Saxony: Data protection report: data leaks reach new highs

Dresden (dpa/sn) - Increasing digitization increases the risk of data breaches. In her activity report for 2021, the Saxon data protection officer Juliane Hundert named 923 reported cases in Dresden on Tuesday, a new high - 45 percent more than in the previous year. Around a third of the reports are attributed to cybercrime. Frequently, however, it is only a question of incorrect dispatch, open e-mail distribution lists or the loss of data in the post. According to the data protection regulation, those responsible are obliged to report a breach of the protection of personal data to the supervisory authority quickly.

Numerous controls by data protection officers in 2021 were related to the corona pandemic. Among other things, it was about the obligation to test for those returning from vacation, the 3G regulation in the workplace or quarantine controls by police officers. Juliane Hundert appealed to companies and authorities to check their Corona databases and delete data that is no longer required.
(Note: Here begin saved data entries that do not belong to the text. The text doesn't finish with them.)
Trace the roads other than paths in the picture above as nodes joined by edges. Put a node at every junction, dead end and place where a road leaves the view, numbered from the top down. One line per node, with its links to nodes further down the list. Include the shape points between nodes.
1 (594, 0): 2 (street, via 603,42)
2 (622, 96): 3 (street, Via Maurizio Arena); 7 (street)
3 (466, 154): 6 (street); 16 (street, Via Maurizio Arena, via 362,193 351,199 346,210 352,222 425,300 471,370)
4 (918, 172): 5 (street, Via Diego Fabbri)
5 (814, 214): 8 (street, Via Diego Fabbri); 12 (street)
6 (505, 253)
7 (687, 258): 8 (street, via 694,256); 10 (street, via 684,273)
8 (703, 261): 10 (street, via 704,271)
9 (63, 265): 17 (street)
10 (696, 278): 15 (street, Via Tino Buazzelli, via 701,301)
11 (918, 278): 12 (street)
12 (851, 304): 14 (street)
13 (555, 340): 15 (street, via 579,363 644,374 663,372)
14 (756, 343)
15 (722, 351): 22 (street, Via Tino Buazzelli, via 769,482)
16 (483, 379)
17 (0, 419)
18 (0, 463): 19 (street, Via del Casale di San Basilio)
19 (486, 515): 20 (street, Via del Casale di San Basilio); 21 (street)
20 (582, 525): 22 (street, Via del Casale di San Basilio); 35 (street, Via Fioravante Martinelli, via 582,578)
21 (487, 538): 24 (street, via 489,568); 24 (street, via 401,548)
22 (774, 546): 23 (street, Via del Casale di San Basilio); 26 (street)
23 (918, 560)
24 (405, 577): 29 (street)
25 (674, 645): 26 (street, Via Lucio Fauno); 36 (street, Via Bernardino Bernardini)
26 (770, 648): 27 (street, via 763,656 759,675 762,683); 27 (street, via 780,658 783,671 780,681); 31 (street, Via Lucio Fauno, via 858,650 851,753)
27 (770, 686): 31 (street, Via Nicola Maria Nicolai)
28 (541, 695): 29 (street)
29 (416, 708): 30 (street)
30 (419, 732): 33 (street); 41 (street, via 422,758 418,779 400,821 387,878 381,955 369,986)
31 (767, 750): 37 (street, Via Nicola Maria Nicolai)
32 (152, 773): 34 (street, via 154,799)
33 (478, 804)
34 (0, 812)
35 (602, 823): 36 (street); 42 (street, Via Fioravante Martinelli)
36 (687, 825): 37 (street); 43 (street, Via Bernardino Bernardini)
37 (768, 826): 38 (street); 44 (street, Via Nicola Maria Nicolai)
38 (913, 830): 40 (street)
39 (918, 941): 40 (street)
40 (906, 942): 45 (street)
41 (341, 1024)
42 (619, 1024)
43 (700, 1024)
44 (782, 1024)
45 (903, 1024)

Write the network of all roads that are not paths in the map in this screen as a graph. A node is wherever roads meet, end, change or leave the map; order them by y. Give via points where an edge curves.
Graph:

There is no longer any legal basis for contact tracing. With the exception of healthcare facilities, all access controls to the workplace have also been eliminated.
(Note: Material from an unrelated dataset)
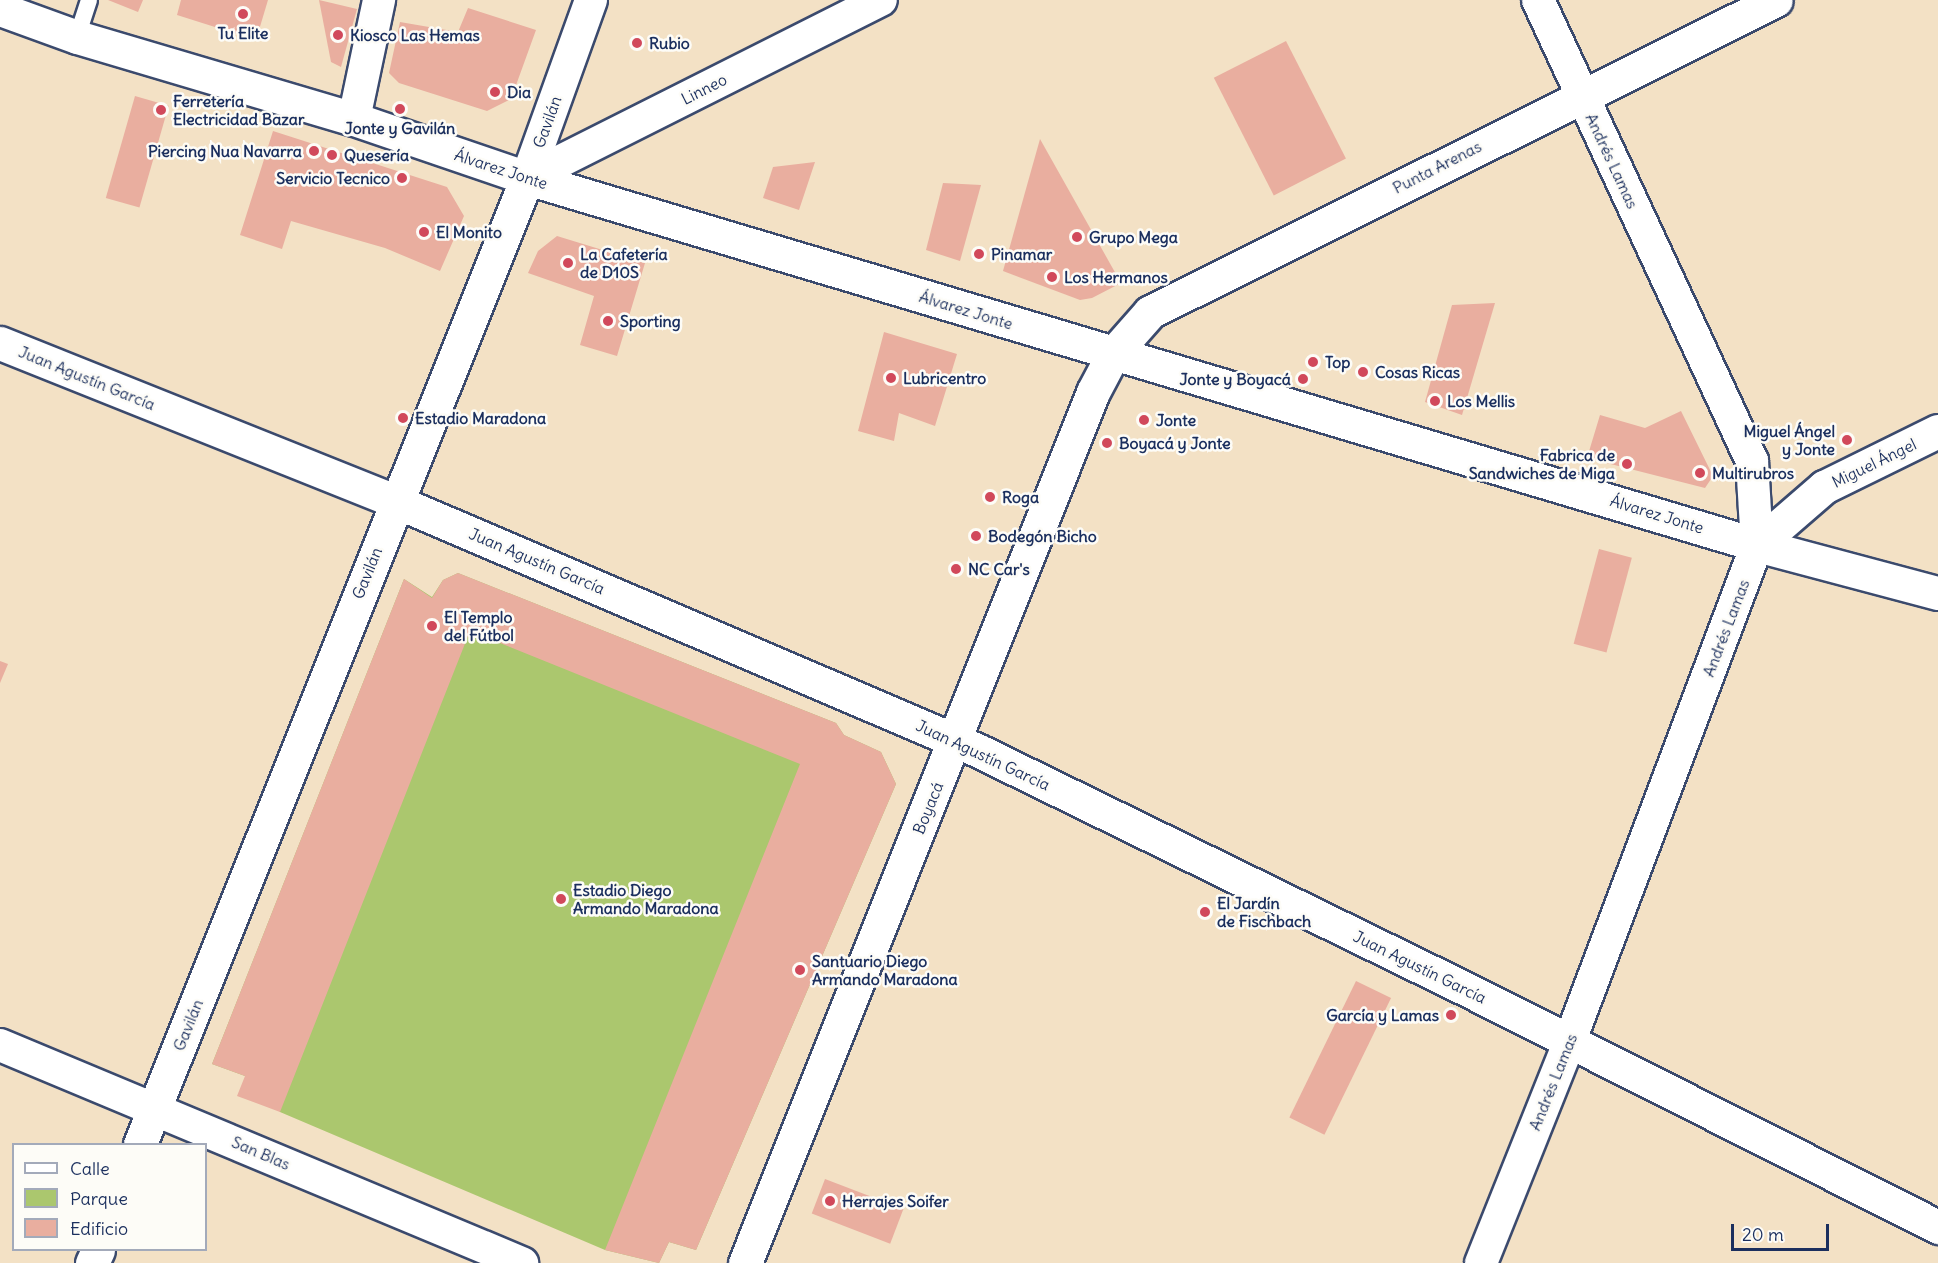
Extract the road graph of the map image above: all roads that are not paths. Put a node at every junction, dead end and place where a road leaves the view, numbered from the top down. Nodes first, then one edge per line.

The activity report contains more than 200 pages of focal points of the supervision, statistics, information on the interpretation of the General Data Protection Regulation as well as sanctions and case law. The data protection officer received a total of 1,254 complaints and tips - about as many as in the previous year. Part of it affected the telemedia. "Operators of websites and apps should urgently check the use of cookies and other technologies. The often unlawful use of tracking and additional services reveals a lack of information among those responsible," said Hundert.
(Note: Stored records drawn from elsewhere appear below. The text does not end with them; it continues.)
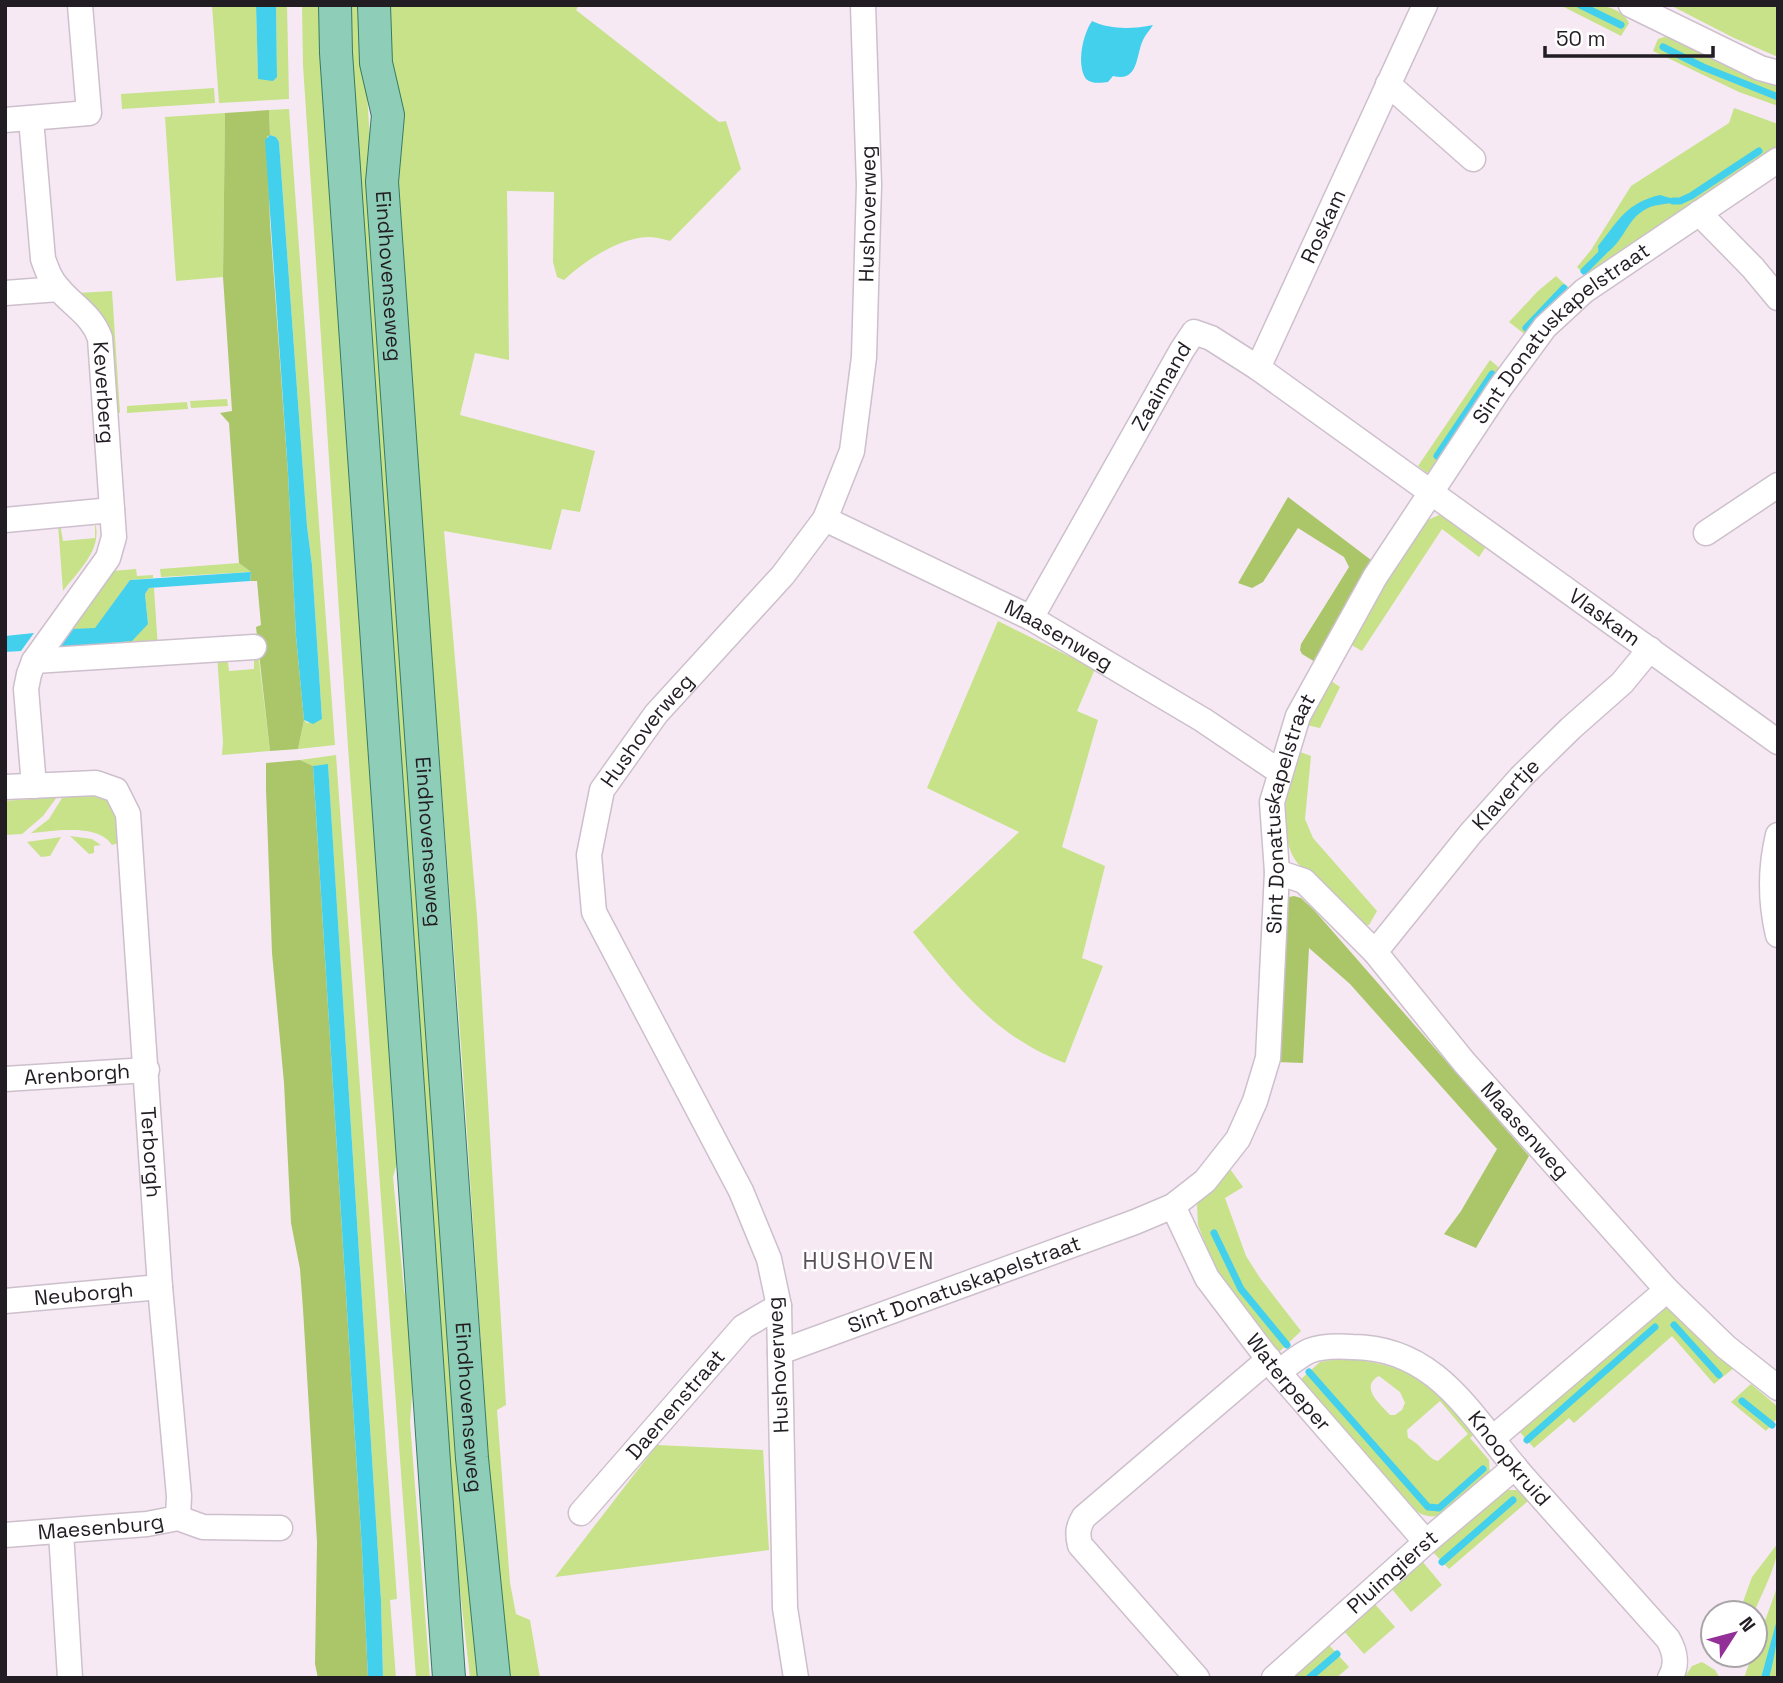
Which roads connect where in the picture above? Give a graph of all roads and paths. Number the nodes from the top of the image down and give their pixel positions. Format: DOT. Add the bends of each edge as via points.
graph roads {
  1 [pos="80,5"];
  2 [pos="335,5"];
  3 [pos="374,5"];
  4 [pos="863,5"];
  5 [pos="1426,5"];
  6 [pos="1632,5"];
  7 [pos="1778,73"];
  8 [pos="1388,84"];
  9 [pos="31,119"];
  10 [pos="5,120"];
  11 [pos="1473,159"];
  12 [pos="1778,160"];
  13 [pos="1699,214"];
  14 [pos="59,289"];
  15 [pos="5,293"];
  16 [pos="1778,298"];
  17 [pos="1258,368"];
  18 [pos="1778,485"];
  19 [pos="1430,493"];
  20 [pos="112,510"];
  21 [pos="825,519"];
  22 [pos="5,520"];
  23 [pos="1706,533"];
  24 [pos="1031,618"];
  25 [pos="254,648"];
  26 [pos="1650,649"];
  27 [pos="34,661"];
  28 [pos="1778,743"];
  29 [pos="1280,772"];
  30 [pos="34,786"];
  31 [pos="5,787"];
  32 [pos="1778,835"];
  33 [pos="1278,872"];
  34 [pos="1778,935"];
  35 [pos="1375,952"];
  36 [pos="147,1070"];
  37 [pos="5,1079"];
  38 [pos="1173,1206"];
  39 [pos="160,1287"];
  40 [pos="1667,1290"];
  41 [pos="5,1301"];
  42 [pos="779,1306"];
  43 [pos="780,1352"];
  44 [pos="1273,1365"];
  45 [pos="1778,1388"];
  46 [pos="1493,1437"];
  47 [pos="1515,1467"];
  48 [pos="581,1513"];
  49 [pos="178,1518"];
  50 [pos="281,1528"];
  51 [pos="61,1532"];
  52 [pos="5,1535"];
  53 [pos="1426,1542"];
  54 [pos="70,1678"];
  55 [pos="449,1678"];
  56 [pos="494,1678"];
  57 [pos="796,1678"];
  58 [pos="1197,1678"];
  59 [pos="1274,1678"];
  60 [pos="1670,1678"];
  1 -- 9 [label="street" via="89,113"];
  2 -- 55 [label="main road, Eindhovenseweg"];
  3 -- 56 [label="main road, Eindhovenseweg" via="376,63 388,115 383,196 472,1458"];
  4 -- 21 [label="street, Hushoverweg" via="869,186 864,357 852,451"];
  5 -- 8 [label="street, Roskam"];
  6 -- 7 [label="street"];
  8 -- 11 [label="street"];
  8 -- 17 [label="street, Roskam"];
  9 -- 10 [label="street"];
  9 -- 14 [label="street, Keverberg" via="43,259"];
  12 -- 13 [label="street, Sint Donatuskapelstraat"];
  13 -- 16 [label="street"];
  13 -- 19 [label="street, Sint Donatuskapelstraat" via="1584,291 1545,327"];
  14 -- 15 [label="street"];
  14 -- 20 [label="street, Keverberg" via="95,325 100,338"];
  17 -- 19 [label="street, Zaaimand"];
  17 -- 24 [label="street, Zaaimand" via="1194,332"];
  18 -- 23 [label="street"];
  19 -- 26 [label="street, Vlaskam"];
  19 -- 29 [label="street, Sint Donatuskapelstraat" via="1375,577 1298,716"];
  20 -- 22 [label="street"];
  20 -- 27 [label="street, Keverberg" via="114,537 108,558"];
  21 -- 24 [label="street, Maasenweg"];
  21 -- 42 [label="street, Hushoverweg" via="783,575 656,714 602,790 589,855 594,912 741,1191 769,1259"];
  24 -- 29 [label="street, Maasenweg" via="1203,720"];
  25 -- 27 [label="street"];
  26 -- 28 [label="street, Vlaskam"];
  26 -- 35 [label="street, Klavertje" via="1622,683 1521,777"];
  27 -- 30 [label="street, Keverberg" via="26,689"];
  29 -- 33 [label="street, Sint Donatuskapelstraat" via="1272,802"];
  30 -- 31 [label="street"];
  30 -- 36 [label="street, Terborgh" via="96,783 116,790 128,814"];
  32 -- 34 [label="street" via="1772,862 1772,912"];
  33 -- 35 [label="street, Maasenweg" via="1304,881"];
  33 -- 38 [label="street, Sint Donatuskapelstraat" via="1265,1069 1238,1139 1205,1181"];
  35 -- 40 [label="street, Maasenweg" via="1464,1062"];
  36 -- 37 [label="street, Arenborgh"];
  36 -- 39 [label="street, Terborgh"];
  38 -- 43 [label="street, Sint Donatuskapelstraat"];
  38 -- 44 [label="street, Waterpeper" via="1207,1278"];
  39 -- 41 [label="street, Neuborgh"];
  39 -- 49 [label="street, Terborgh"];
  40 -- 45 [label="street, Maasenweg" via="1726,1348"];
  40 -- 46 [label="street"];
  42 -- 43 [label="street, Hushoverweg"];
  42 -- 48 [label="street, Daenenstraat" via="743,1327"];
  43 -- 57 [label="street, Hushoverweg" via="785,1608"];
  44 -- 46 [label="street, Knoopkruid" via="1336,1346 1375,1347 1414,1361 1440,1379"];
  44 -- 53 [label="street, Waterpeper"];
  44 -- 58 [label="street, Knoopkruid" via="1078,1526 1080,1545"];
  46 -- 47 [label="street, Knoopkruid"];
  47 -- 53 [label="street, Pluimgierst"];
  47 -- 60 [label="street, Knoopkruid" via="1668,1639 1675,1659"];
  49 -- 50 [label="street, Maesenburg" via="203,1527"];
  49 -- 51 [label="street, Maesenburg"];
  51 -- 52 [label="street, Maesenburg"];
  51 -- 54 [label="street"];
  53 -- 59 [label="street, Pluimgierst"];
}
According to Hundert, some people give little thought to installing video cameras in their private homes. The informational right of self-determination of the observed persons is often violated. She reported on a case where a person filmed a sloping and slippery street from her apartment and streamed the images as an additional television program on a TV set. Private video surveillance takes up a lot of the agency's working time, said Hundert, and appealed to all citizens: "Take down your cameras and get along with your neighbors."